The very best of luck to you, x

FairytaleOfLancashire · 15/01/2021 18:07

Wow.. I'm so sorry, for all you are going through.
I wouldn't ever forgive that.
It was needlessly cruel.

DartmoorDoughnut · 15/01/2021 18:14

She’s doubling down isn’t she. I mean discussing inheritance on the day you said goodbye to your mum?!

She’s in another level of total bitchiness and please never ever talk to her again.

lemonsquashie · 15/01/2021 18:15

Pot kettle black: sorry about your mum x

Time4change2018 · 15/01/2021 18:16

Christ it gets worse !
Well done your DH. Get yourself a drink Brew or Wine, unplug / switch off the phone and unwind for the night. I found getting my old photos out or videos and having a few nibbles while I cried and laughed in equal measure really helped. Lots of love Flowers

rorjee · 15/01/2021 18:16

I would personally never speak to her again

GypsyLee · 15/01/2021 18:17

That's horrible, I'd not have put up with her for 10 mins let alone 20 years.
Do you have any need to continue contact, because I'd be ignoring her and not seeing her again.
So sorry for your lossFlowers

SunshineCake · 15/01/2021 18:18

Has she got no bloody filter or brain?!

Unsure33 · 15/01/2021 18:18

How disgusting of her .unbelievable

IseeIsee · 15/01/2021 18:18

She is talking about inheritance as a message to your DH that if you don't "forgive her" or toe the line with her, he won' t get his inheritance.
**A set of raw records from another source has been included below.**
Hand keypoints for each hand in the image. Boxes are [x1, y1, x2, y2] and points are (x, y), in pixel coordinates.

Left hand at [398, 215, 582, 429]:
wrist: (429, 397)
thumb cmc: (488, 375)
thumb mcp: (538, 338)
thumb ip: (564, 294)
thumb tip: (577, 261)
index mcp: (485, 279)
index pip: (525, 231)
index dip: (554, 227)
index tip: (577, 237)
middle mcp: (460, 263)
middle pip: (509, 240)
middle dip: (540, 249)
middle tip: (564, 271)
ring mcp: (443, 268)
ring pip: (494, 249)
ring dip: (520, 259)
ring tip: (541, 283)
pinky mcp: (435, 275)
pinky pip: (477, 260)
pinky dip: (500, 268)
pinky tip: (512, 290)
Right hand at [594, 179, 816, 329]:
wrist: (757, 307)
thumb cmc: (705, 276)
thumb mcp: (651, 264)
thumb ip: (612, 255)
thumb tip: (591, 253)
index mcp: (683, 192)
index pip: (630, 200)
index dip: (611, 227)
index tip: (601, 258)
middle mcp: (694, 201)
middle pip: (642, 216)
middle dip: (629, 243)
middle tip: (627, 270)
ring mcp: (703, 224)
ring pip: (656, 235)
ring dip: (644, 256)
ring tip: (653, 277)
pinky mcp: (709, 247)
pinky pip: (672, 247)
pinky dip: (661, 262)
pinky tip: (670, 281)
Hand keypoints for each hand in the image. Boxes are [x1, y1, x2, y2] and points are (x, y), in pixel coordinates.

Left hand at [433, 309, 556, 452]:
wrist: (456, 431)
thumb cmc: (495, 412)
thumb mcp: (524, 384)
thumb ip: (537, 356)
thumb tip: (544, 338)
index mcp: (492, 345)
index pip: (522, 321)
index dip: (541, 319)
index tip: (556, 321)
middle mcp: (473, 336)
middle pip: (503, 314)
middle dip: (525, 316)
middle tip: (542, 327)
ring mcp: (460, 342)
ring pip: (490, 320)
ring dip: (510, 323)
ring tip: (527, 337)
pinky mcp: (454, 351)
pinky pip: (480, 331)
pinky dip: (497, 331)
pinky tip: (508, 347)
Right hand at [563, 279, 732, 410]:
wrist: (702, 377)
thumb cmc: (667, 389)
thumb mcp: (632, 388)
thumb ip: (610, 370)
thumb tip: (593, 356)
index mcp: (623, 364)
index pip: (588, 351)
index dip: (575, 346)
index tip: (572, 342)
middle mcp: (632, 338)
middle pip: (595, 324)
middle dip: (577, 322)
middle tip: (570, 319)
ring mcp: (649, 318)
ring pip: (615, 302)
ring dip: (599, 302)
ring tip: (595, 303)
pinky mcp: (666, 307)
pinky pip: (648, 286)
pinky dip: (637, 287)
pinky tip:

Total Bitch.

AIMD · 15/01/2021 18:19

@quicklybeingdrivenmad

all you have said is totally how I feel DH just has a massive row with MIL which is not easy for him, but she rang again to discuss finances cos of my inheritance so maybe she should make theirs more in favour of younger brother FFS do not need it, dont want it I just want to grieve my lovely mum and pay tribute to my lovely dad who passed 4 years ago DH has hung up so this could get complicated
It’s sounds like their is something amiss here. To lack an awareness or level of empathy like this strikes me as really unusual.

Sorry she’s acting like this and making the time harder for you than it already is.

I would suggest Your need to block her and your oh needs to deal with any comments he gets from her without passing them on to you for a while. You don’t need to even hear about her comments second hand.

EdersonsSmileyTattoo · 15/01/2021 18:19

I’m sorry for the loss of your Mum OP

Your MIL on the other hand is an utter cunt and I would be done with her forever. There is absolutely NO coming back from this for me.

Even if she did apologise she’d be told to fuck right off! How dare she?!?!?